Scheinbar hatte er Severus' Worte nicht gehört, was eigentlich unmöglich war, da er sich laut und klar ausgedrückt hatte, mit einer Stimme, so eiskalt, dass sich mir die Nackenhaare aufrichteten. Oder aber, er ignorierte sie bewusst. Ich tippte eher auf letzteres.
Ich witterte die Gefahr, wie ein Beutetier im Wald. Warum tat Snape das? Für mich ganz sicherlich nicht. Er hatte mich doch letztens erst beleidigt und sich offensichtlich auf die Seite seiner Kumpels geschlagen. Ob er sich den anderen gegenüber behaupten wollte? Träumte er davon, aufzusteigen in der lächerlichen Bande, voll mit Todesser-Söhnen und anderen schwarzmagisch interessierten Schülern?
Snapes Miene war undurchdringlich.
„Lass' sie los", wiederholte er, diesmal mit leiser und bedrohlicherer Stimme.
Rosier lockerte seinen Griff minimal. Ich atmete erleichtert auf, wagte zu hoffen. Er lugte unsicher hinter mir hervor, und sein Blick huschte zwischen Mulciber und Snape hin und her.
Jetzt hob auch Mulciber wieder seinen Zauberstab. Doch er richtete ihn nicht auf Snape, sondern auf Mary, die zitternd und mucksmäuschenstill von Avery in Schach gehalten wurde. Als sie seinen Zauberstab sah, weiteten sich ihre Augen in jäher Panik. Mulciber lachte. Er schritt auf Avery und Mary zu und vergrub seine Hand in ihrem dichten dunklen Haar. Mary zuckte zusammen und stumme Tränen rannen ihr über die geröteten Wangen. Snape beachtete ihn nicht und nahm auch keine Notiz von Mary. Typisch. Er war nur auf seine eigenen Interessen bedacht.
Er ging nun zu Rosier, der sogleich seltsamer Weise zurückwich. Was für ein Weichei. Körperlich war er Severus um Längen überlegen. Ich wand mich aus seinem laschen Griff heraus und stolperte zu Severus. Der warf mir einen besorgten Blick zu, und wollte mich halten, doch ich scherte mich nicht um ihn.
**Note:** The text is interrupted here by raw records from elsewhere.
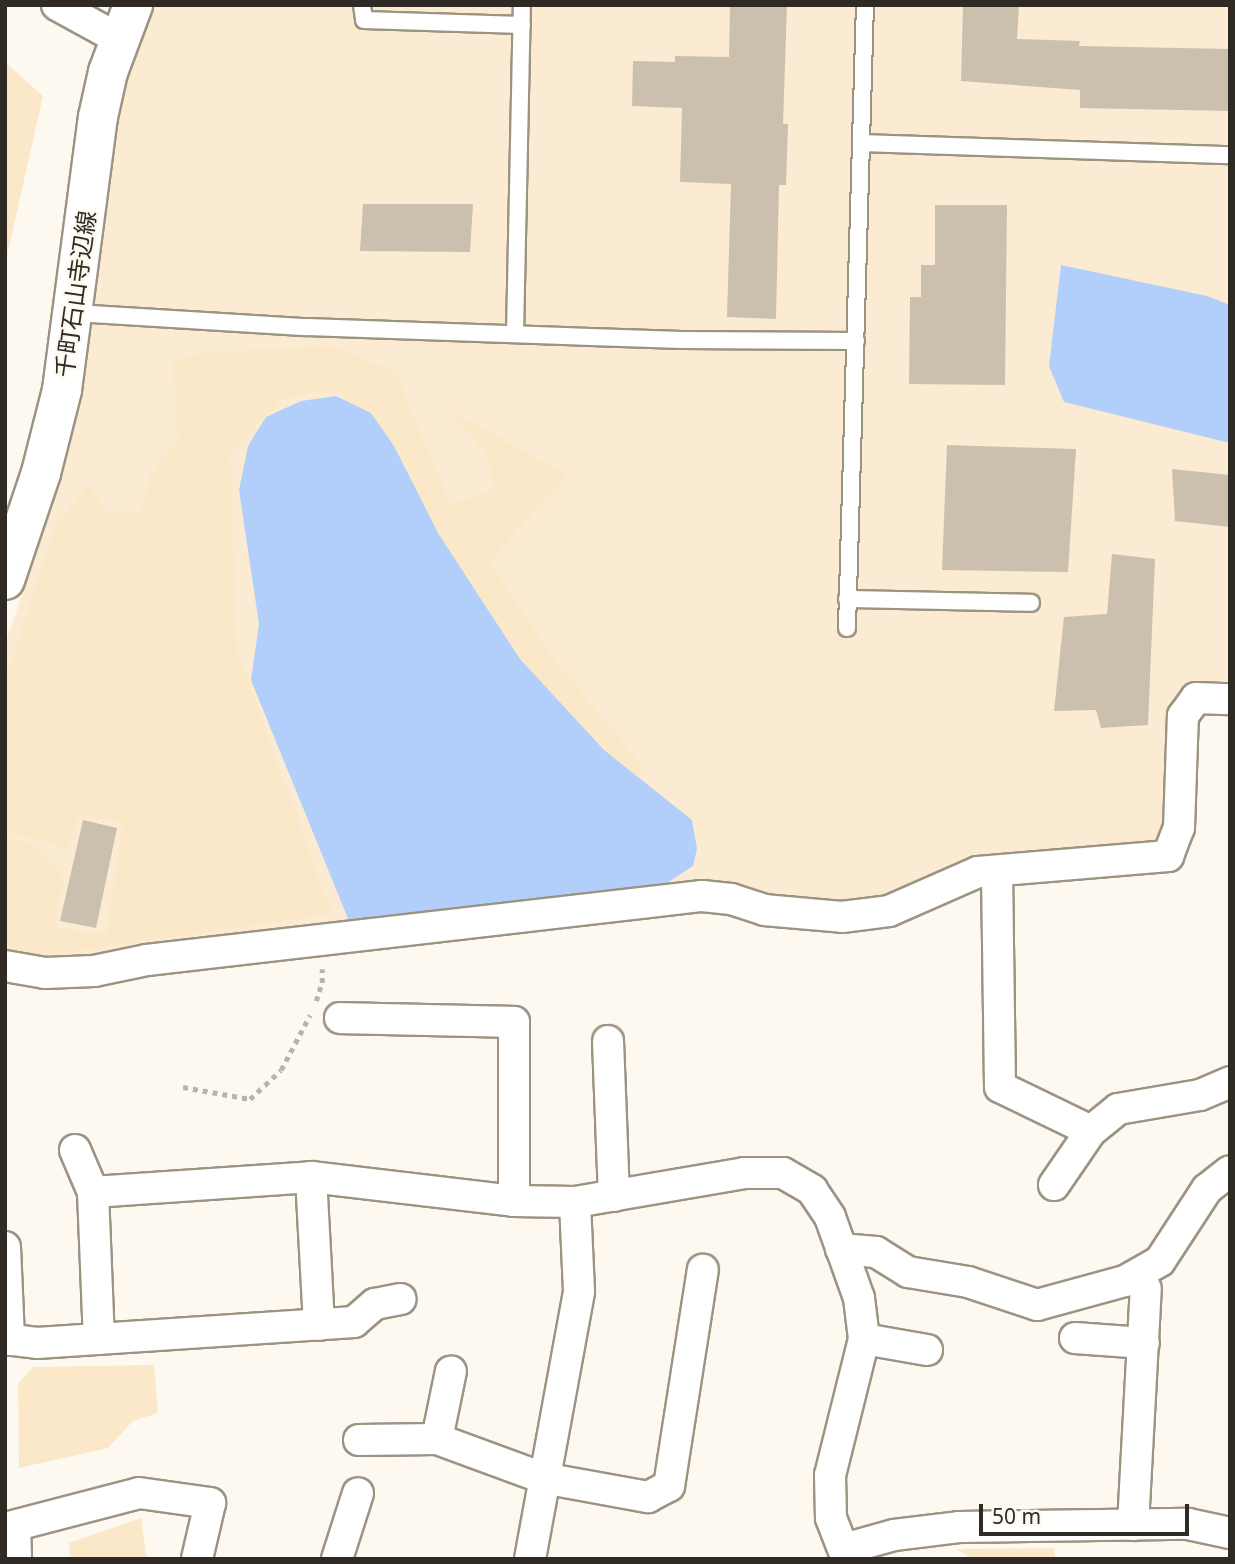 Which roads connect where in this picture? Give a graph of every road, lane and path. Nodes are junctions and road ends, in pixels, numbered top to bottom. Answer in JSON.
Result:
{"nodes":[{"id":1,"x":57,"y":5,"type":"edge"},
{"id":2,"x":362,"y":5,"type":"edge"},
{"id":3,"x":435,"y":5,"type":"edge"},
{"id":4,"x":522,"y":5,"type":"edge"},
{"id":5,"x":865,"y":5,"type":"edge"},
{"id":6,"x":126,"y":22,"type":"edge"},
{"id":7,"x":434,"y":22,"type":"junction"},
{"id":8,"x":522,"y":25,"type":"junction"},
{"id":9,"x":861,"y":144,"type":"junction"},
{"id":10,"x":1230,"y":155,"type":"edge"},
{"id":11,"x":75,"y":313,"type":"junction"},
{"id":12,"x":515,"y":334,"type":"junction"},
{"id":13,"x":856,"y":341,"type":"junction"},
{"id":14,"x":8,"y":561,"type":"edge"},
{"id":15,"x":847,"y":599,"type":"junction"},
{"id":16,"x":1031,"y":603,"type":"dead end"},
{"id":17,"x":847,"y":628,"type":"dead end"},
{"id":18,"x":1230,"y":699,"type":"edge"},
{"id":19,"x":997,"y":871,"type":"junction"},
{"id":20,"x":321,"y":940,"type":"junction"},
{"id":21,"x":5,"y":966,"type":"edge"},
{"id":22,"x":340,"y":1018,"type":"dead end"},
{"id":23,"x":608,"y":1041,"type":"dead end"},
{"id":24,"x":1230,"y":1082,"type":"edge"},
{"id":25,"x":183,"y":1087,"type":"dead end"},
{"id":26,"x":1091,"y":1131,"type":"junction"},
{"id":27,"x":75,"y":1150,"type":"dead end"},
{"id":28,"x":1230,"y":1171,"type":"edge"},
{"id":29,"x":311,"y":1177,"type":"junction"},
{"id":30,"x":1054,"y":1185,"type":"dead end"},
{"id":31,"x":93,"y":1192,"type":"junction"},
{"id":32,"x":614,"y":1196,"type":"junction"},
{"id":33,"x":514,"y":1201,"type":"junction"},
{"id":34,"x":575,"y":1202,"type":"junction"},
{"id":35,"x":5,"y":1247,"type":"edge"},
{"id":36,"x":841,"y":1249,"type":"junction"},
{"id":37,"x":703,"y":1270,"type":"dead end"},
{"id":38,"x":1146,"y":1289,"type":"dead end"},
{"id":39,"x":401,"y":1299,"type":"dead end"},
{"id":40,"x":319,"y":1325,"type":"junction"},
{"id":41,"x":1075,"y":1338,"type":"dead end"},
{"id":42,"x":99,"y":1339,"type":"junction"},
{"id":43,"x":864,"y":1339,"type":"junction"},
{"id":44,"x":7,"y":1340,"type":"edge"},
{"id":45,"x":1144,"y":1342,"type":"junction"},
{"id":46,"x":926,"y":1350,"type":"dead end"},
{"id":47,"x":452,"y":1371,"type":"dead end"},
{"id":48,"x":437,"y":1439,"type":"junction"},
{"id":49,"x":359,"y":1440,"type":"dead end"},
{"id":50,"x":544,"y":1478,"type":"junction"},
{"id":51,"x":358,"y":1493,"type":"dead end"},
{"id":52,"x":1133,"y":1525,"type":"junction"},
{"id":53,"x":10,"y":1527,"type":"edge"},
{"id":54,"x":1230,"y":1533,"type":"edge"},
{"id":55,"x":845,"y":1554,"type":"edge"},
{"id":56,"x":16,"y":1559,"type":"edge"},
{"id":57,"x":197,"y":1559,"type":"edge"},
{"id":58,"x":337,"y":1559,"type":"edge"},
{"id":59,"x":530,"y":1559,"type":"edge"}],
"edges":[{"from":1,"to":6,"type":"street"},
{"from":2,"to":7,"type":"lane"},
{"from":3,"to":7,"type":"lane"},
{"from":4,"to":8,"type":"lane"},
{"from":5,"to":9,"type":"lane"},
{"from":6,"to":11,"type":"main road","name":"千町石山寺辺線"},
{"from":7,"to":8,"type":"lane"},
{"from":8,"to":12,"type":"lane"},
{"from":9,"to":10,"type":"lane"},
{"from":9,"to":13,"type":"lane"},
{"from":11,"to":12,"type":"lane"},
{"from":11,"to":14,"type":"main road","name":"千町石山寺辺線"},
{"from":12,"to":13,"type":"lane"},
{"from":13,"to":15,"type":"lane"},
{"from":15,"to":16,"type":"lane"},
{"from":15,"to":17,"type":"lane"},
{"from":18,"to":19,"type":"street"},
{"from":19,"to":20,"type":"street"},
{"from":19,"to":26,"type":"street"},
{"from":20,"to":21,"type":"street"},
{"from":20,"to":25,"type":"path"},
{"from":22,"to":33,"type":"street"},
{"from":23,"to":32,"type":"street"},
{"from":24,"to":26,"type":"street"},
{"from":26,"to":30,"type":"street"},
{"from":27,"to":31,"type":"street"},
{"from":28,"to":36,"type":"street"},
{"from":29,"to":31,"type":"street"},
{"from":29,"to":33,"type":"street"},
{"from":29,"to":40,"type":"street"},
{"from":31,"to":42,"type":"street"},
{"from":32,"to":34,"type":"street"},
{"from":32,"to":36,"type":"street"},
{"from":33,"to":34,"type":"street"},
{"from":34,"to":50,"type":"street"},
{"from":35,"to":44,"type":"street"},
{"from":36,"to":43,"type":"street"},
{"from":37,"to":50,"type":"street"},
{"from":38,"to":45,"type":"street"},
{"from":39,"to":40,"type":"street"},
{"from":40,"to":42,"type":"street"},
{"from":41,"to":45,"type":"street"},
{"from":42,"to":44,"type":"street"},
{"from":43,"to":46,"type":"street"},
{"from":43,"to":55,"type":"street"},
{"from":45,"to":52,"type":"street"},
{"from":47,"to":48,"type":"street"},
{"from":48,"to":49,"type":"street"},
{"from":48,"to":50,"type":"street"},
{"from":50,"to":59,"type":"street"},
{"from":51,"to":58,"type":"street"},
{"from":52,"to":54,"type":"street"},
{"from":52,"to":55,"type":"street"},
{"from":53,"to":56,"type":"street"},
{"from":53,"to":57,"type":"street"}]}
Stattdessen stürzte ich auf Mary zu. Mulcibers Schockzauber ging in jenem Moment los, als ich „Protego „ rief. Der rote Lichtstrahl prallte an meinem magischen Schild ab und traf stattdessen eine der dunklen Gestalten in Nähe der Büsche. Ich wusste nicht, wer es war, doch es war mir in dem auch Moment egal. Jetzt trat Flynn Selwyn* aus dem Schatten, gewandelt in einen teuren dunkelgrünen Umhang. Er gehörte zu einer der ältesten und reichsten Reinblüterfamilien, die je Voldemorts Reihen geziert hatten. Seine schlanken Finger drehten einen ungewöhnlich langen, dunklen Zauberstab in den Händen und er fuhr sich lässig durch das braune Lockenhaar. Irritiert von seinem plötzlichen Erscheinen, ließ ich meinen Zauberstab sinken.
„Lily", schrie Snape.
Dann passierten mehrere Dinge gleichzeitig. Selwyn packte in überraschender Geschwindigkeit meine beiden Handgelenkte zusammen und drehte meine Arme in einem schmerzhaften Winkel nach hinten auf meinen Rücken. Ich schrie auf vor Qualen. Ein Knacken und ich spürte, dass irgendwas in meinem Arm, ein Knochen vermutlich, nicht da saß, wo er hingehörte, was höllische Schmerzen verursachte.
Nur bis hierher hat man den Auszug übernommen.